Sunday, February 12, 2012

Another Year and the Same Day

This is an extract from Anne Frank’s diary which I am reading right now. What makes it special is it’s on my birth date, about 52 years before I was born.

Friday 16th October 1942

Dear Kitty

I’m terribly busy. I’ve just translated a chapter out of “La Belle Nivernaise” and made notes of new words. Then a perfectly foul maths problem and three pages of French grammar. I flatly refuse to do these maths problems every day. Daddy agrees that they’re vile. I’m almost better at them than he is, though neither of us are much good and we often have to fetch Margot. I’m the furthest on of the three of us in shorthand.

Yesterday I finished “The Assault”. It’s quite amusing but doesn’t touch “Joop ter Heul”. As a matter of fact, I think Cissy van Marxveldt is a first-rate writer. I shall definitely let my children read her books. Mummy, Margot and I are as thick as thieves again. It’s really much better. Margot and I got in the same bed together last evening; it was a frightful squash but that was the fun of it. She asked if she could read my diary. “Yes at least bits of it.”; and then I asked if I could read hers and she said,  “Yes”. Then we got on the subject of the future. I asked her what she wanted to be. But she wouldn't say and made a great secret out of it. I gathered something about teaching; I’m not sure if I’m right but I think so. Really, I shouldn’t be so curious!

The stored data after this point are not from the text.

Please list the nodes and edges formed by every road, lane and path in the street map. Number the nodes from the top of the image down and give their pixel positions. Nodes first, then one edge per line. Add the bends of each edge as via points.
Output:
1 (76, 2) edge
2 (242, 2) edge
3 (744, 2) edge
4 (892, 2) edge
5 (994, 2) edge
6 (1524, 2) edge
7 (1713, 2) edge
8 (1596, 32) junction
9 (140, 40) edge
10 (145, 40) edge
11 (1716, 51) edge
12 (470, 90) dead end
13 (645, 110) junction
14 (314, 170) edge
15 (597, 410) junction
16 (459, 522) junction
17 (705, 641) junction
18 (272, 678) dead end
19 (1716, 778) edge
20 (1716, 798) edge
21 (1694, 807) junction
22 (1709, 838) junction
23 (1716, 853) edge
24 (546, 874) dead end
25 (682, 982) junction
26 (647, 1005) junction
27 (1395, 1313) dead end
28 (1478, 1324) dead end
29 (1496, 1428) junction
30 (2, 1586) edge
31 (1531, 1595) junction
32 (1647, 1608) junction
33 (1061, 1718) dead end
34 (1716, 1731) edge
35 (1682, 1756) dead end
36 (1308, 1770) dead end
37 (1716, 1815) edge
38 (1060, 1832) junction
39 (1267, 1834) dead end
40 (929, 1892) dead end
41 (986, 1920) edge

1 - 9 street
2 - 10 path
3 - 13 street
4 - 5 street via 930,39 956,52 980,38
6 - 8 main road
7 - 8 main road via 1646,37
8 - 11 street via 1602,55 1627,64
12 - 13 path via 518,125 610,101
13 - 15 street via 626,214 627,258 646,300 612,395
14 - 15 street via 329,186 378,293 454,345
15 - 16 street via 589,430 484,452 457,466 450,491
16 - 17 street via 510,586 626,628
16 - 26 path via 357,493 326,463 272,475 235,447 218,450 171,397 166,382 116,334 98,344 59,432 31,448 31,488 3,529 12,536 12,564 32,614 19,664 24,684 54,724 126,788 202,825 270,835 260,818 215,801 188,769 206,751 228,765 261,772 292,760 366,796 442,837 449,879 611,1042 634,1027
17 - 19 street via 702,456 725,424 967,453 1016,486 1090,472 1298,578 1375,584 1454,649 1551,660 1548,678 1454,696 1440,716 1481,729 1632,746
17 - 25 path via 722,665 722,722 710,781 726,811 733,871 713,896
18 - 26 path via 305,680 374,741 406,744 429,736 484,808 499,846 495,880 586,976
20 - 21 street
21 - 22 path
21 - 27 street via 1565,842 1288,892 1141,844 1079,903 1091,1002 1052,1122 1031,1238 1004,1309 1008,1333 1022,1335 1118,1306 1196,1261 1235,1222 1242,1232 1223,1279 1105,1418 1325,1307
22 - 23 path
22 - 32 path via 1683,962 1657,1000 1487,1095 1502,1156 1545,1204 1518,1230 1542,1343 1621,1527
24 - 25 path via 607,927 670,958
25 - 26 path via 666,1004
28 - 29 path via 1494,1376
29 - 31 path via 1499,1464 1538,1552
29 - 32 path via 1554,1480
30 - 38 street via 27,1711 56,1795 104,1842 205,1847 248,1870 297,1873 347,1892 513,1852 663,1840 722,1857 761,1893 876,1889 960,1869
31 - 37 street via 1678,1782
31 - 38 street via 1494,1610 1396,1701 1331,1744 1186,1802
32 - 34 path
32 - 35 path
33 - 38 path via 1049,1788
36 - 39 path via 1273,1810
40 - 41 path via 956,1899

This morning I was lying on Peter’s bed, having chased him off at first. He was furious with me, not that I cared very much. He might be a bit more friendly with me for once; after all I did give him an apple yesterday.

I asked Margot if she thought I was very ugly. She said I was quite attractive and that I had nice eyes. Rather vague don’t you think? Till next time,

Yours, Anne

After reading this extract, what did you feel? I felt odd somehow. Here was a girl, barely 2 years younger than me who had to face World War 2 and coped with segregation and God alone knows what else…..how did she? I know for a fact that I would have been shattered in that situation within 24 hours. Yet Anne wasn’t. She was happy, smiling and kept others that way too……as if nothing had changed. As I read on, my awe of her changed to respect. She showed a deep understanding of what was what and knew EXACTLY why she was hiding. And she hated the Nazis as much as the world does. Yet she didn't let it get to her.

I have issues. A LOT of them. I cant filter out the things I need to hear from the garbage that people decorate it with. The result is I have an extremely short fuse. I see a milder version of me in that diary, and Anne’s teaching me or maybe trying to teach me to NOT LET IT GET TO ME. I never claimed to be a saint or anything. However I know that I have faults, and Anne’s diary could be the sort of outlook on life that I need.

Another book is Harper Lee’s (you guessed it!) “To Kill a Mockingbird”. We have three copies, no four actually if you count my mums battered up version. I’m in awe of Atticus Finch, Scout and Jem’s father. There’s that scene where Ewell spits in his face. All Atticus has to say is “I wish he didn’t chew tobacco”. I would have face planted him.

My father’s like that. He has NEVER lost his cool. He is a giant and has always tried to keep me straight. He puts up with ALL the rubbish I throw at him. Wish I knew how……

I have been ignoring these tomes, though I have read them. I live with a man like my Father, yet I have not put myslef in his shoes ever. How could I be so BLIND?? I guess if I stopped looking at life in the warped way I do, then maybe things will be OK…..and these books will be there to guide me even when he will not, like Paul Simon’s “vision softly creeping”.

Anne and Atticus, I am awed at the way you look at life and I hope I can do even a quarter of the things you did. Wish me luck people!